Oh Eun-sun: I am really not aware, but I will definitely ask my Sherpas and get the matter fixed. I am very concerned about the environment, so it is also my responsibility to brief my team properly on waste management. I’ll make sure we leave no trash behind.

ExplorersWeb: Tell me about your hobbies, family, etc…

Oh Eun-sun: I am the oldest of three children. My sister and brother are married, but I live with my parents, both in their 60s. Besides mountaineering, I enjoy Nordic skiing, swimming and Yoga – which is great for balance.

ExplorersWeb: You’re single – any plan to change that status?

Oh Eun-sun: Well, I don´t know what the future will bring – but now I have a job to finish. The 14x8000ers project comes first.

ExplorersWeb: Finally, what would you like to do when you get done with the 14x8000ers?

Oh Eun-sun: If possible, I would like to share my mountaineering/climbing experiences with young people, writing a book or teaching – I really like children. I would also like to support my Sherpa friend Dawa in his own 14x8000er project.

(Ed note: Dawa Wangchuk Sherpa summited 4 different 8000ers with Oh Eun-Sun´s this year and now has 8 main different 8000ers. This sherpa legend is also a record-holder on KG with 4 summits, and on GI with 3 summits.)
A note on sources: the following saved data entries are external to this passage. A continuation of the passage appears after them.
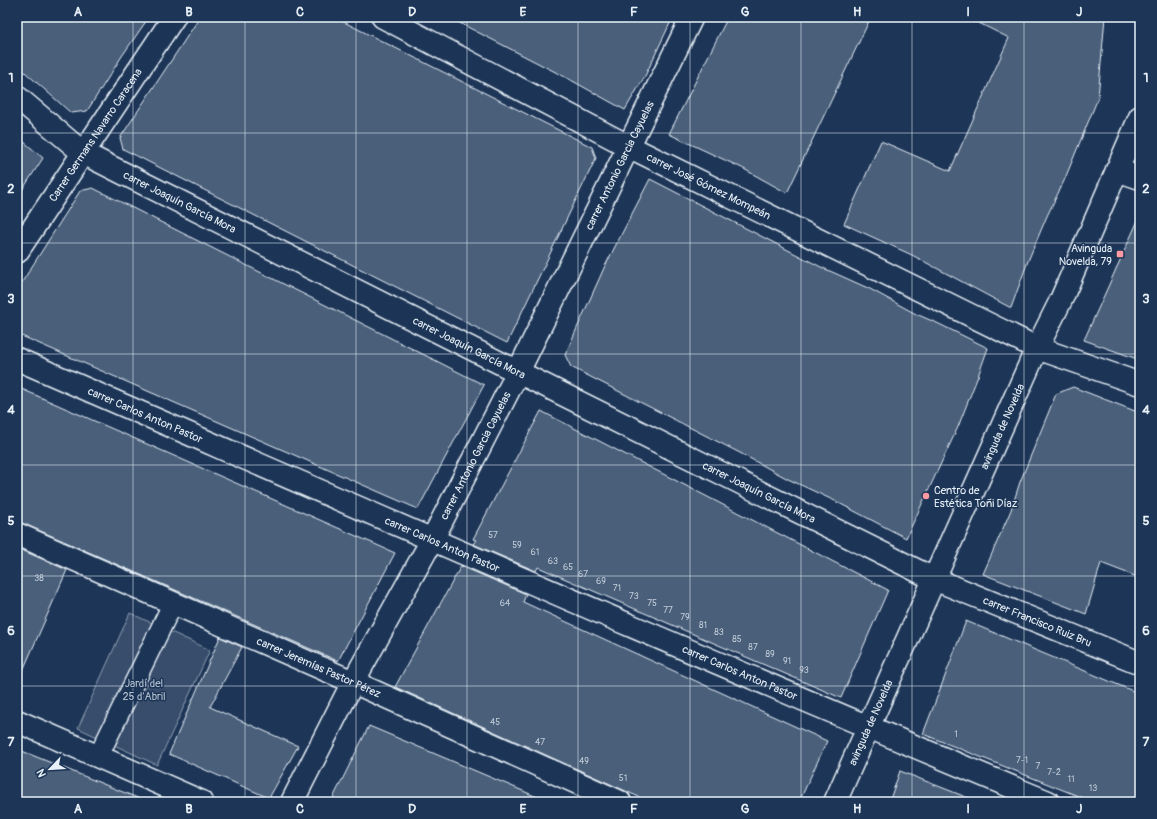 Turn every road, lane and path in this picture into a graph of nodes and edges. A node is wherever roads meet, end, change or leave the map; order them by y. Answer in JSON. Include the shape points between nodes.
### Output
{"nodes":[{"id":1,"x":174,"y":17,"type":"edge"},
{"id":2,"x":383,"y":17,"type":"edge"},
{"id":3,"x":692,"y":17,"type":"edge"},
{"id":4,"x":17,"y":97,"type":"edge"},
{"id":5,"x":1139,"y":114,"type":"edge"},
{"id":6,"x":628,"y":146,"type":"junction"},
{"id":7,"x":83,"y":153,"type":"junction"},
{"id":8,"x":1117,"y":170,"type":"junction"},
{"id":9,"x":1140,"y":178,"type":"edge"},
{"id":10,"x":17,"y":252,"type":"edge"},
{"id":11,"x":1037,"y":348,"type":"junction"},
{"id":12,"x":17,"y":359,"type":"edge"},
{"id":13,"x":518,"y":372,"type":"junction"},
{"id":14,"x":1140,"y":384,"type":"edge"},
{"id":15,"x":17,"y":534,"type":"edge"},
{"id":16,"x":432,"y":540,"type":"junction"},
{"id":17,"x":934,"y":579,"type":"junction"},
{"id":18,"x":173,"y":603,"type":"junction"},
{"id":19,"x":1140,"y":663,"type":"edge"},
{"id":20,"x":353,"y":682,"type":"junction"},
{"id":21,"x":17,"y":721,"type":"edge"},
{"id":22,"x":868,"y":728,"type":"junction"},
{"id":23,"x":98,"y":757,"type":"junction"},
{"id":24,"x":202,"y":802,"type":"edge"},
{"id":25,"x":292,"y":802,"type":"edge"},
{"id":26,"x":620,"y":802,"type":"edge"},
{"id":27,"x":835,"y":802,"type":"edge"},
{"id":28,"x":1048,"y":802,"type":"edge"}],
"edges":[{"from":1,"to":7,"type":"street","name":"Carrer Germans Navarro Caracena"},
{"from":2,"to":6,"type":"street","name":"carrer José Gómez Mompeán"},
{"from":3,"to":6,"type":"street","name":"carrer Antonio Garcia Cayuelas"},
{"from":4,"to":7,"type":"street","name":"carrer Joaquín García Mora"},
{"from":5,"to":8,"type":"street","name":"avinguda de Novelda"},
{"from":6,"to":11,"type":"street","name":"carrer José Gómez Mompeán"},
{"from":6,"to":13,"type":"street","name":"carrer Antonio Garcia Cayuelas"},
{"from":7,"to":10,"type":"street","name":"Carrer Germans Navarro Caracena"},
{"from":7,"to":13,"type":"street","name":"carrer Joaquín García Mora"},
{"from":8,"to":9,"type":"street"},
{"from":8,"to":11,"type":"street","name":"avinguda de Novelda"},
{"from":11,"to":14,"type":"street","name":"carrer José Gómez Mompeán"},
{"from":11,"to":17,"type":"street","name":"avinguda de Novelda"},
{"from":12,"to":16,"type":"street","name":"carrer Carlos Anton Pastor"},
{"from":13,"to":16,"type":"street","name":"carrer Antonio Garcia Cayuelas"},
{"from":13,"to":17,"type":"street","name":"carrer Joaquín García Mora"},
{"from":15,"to":18,"type":"street","name":"carrer Jeremías Pastor Pérez"},
{"from":16,"to":20,"type":"street","name":"carrer Antonio Garcia Cayuelas"},
{"from":16,"to":22,"type":"street","name":"carrer Carlos Anton Pastor"},
{"from":17,"to":19,"type":"street","name":"carrer Francisco Ruiz Bru"},
{"from":17,"to":22,"type":"street","name":"avinguda de Novelda"},
{"from":18,"to":20,"type":"street","name":"carrer Jeremías Pastor Pérez"},
{"from":18,"to":23,"type":"street"},
{"from":20,"to":25,"type":"street","name":"carrer Antonio Garcia Cayuelas"},
{"from":20,"to":26,"type":"street","name":"carrer Jeremías Pastor Pérez"},
{"from":21,"to":23,"type":"street"},
{"from":22,"to":27,"type":"street","name":"avinguda de Novelda"},
{"from":22,"to":28,"type":"street","name":"carrer Carlos Anton Pastor"},
{"from":23,"to":24,"type":"street"}]}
A few of Miss Oh’s previous summits are yet to be confirmed, but it’s uncertain how much of the dispute is due to cultural-, bias- and language problems. Other South Koreans facing the same problem returned with a vengeance to clear their records.

Korean Um Hong-Gil claimed to be the first Asian 14 8000ers summiteer before fellow Korean Young Seok-Park but many voices were raised doubting his climbs on Lhotse and Shisha Pangma. Um climbed them both again (Lhotse in spring 2001, Shisha in fall 2001), but in the mean time, Seok-Park finished the quest, grabbing the ‘First Asian’ title.

Young-Seok Park himself had many climbers doubting his summit on Lhotse. He had no summit pic. He repeated the climb in 2000, including a super- photo gallery from all the sections, summit included.

Mr. Park latest summited Everest this spring, designing a new route on the immense and difficult SW Face – a climb that took Mr Park three attempts and cost him three of his closest climbing friends.

Oh Eun-Sun achieved her very first 8000er (G2) 12 years ago with Um Hong-Gil and Park Young-Seok exactly. Following setbacks on MK, BP and K2, her second 8000er came not until 2004 (EV) but that’s when everything changed for Miss Oh. A charge of historical proportions over the highest mountains in the world followed; SH in 2006, CH & K2 in 2007, MK, LH, BP and MN in 2008 and KG, DH, NP and GI in 2009.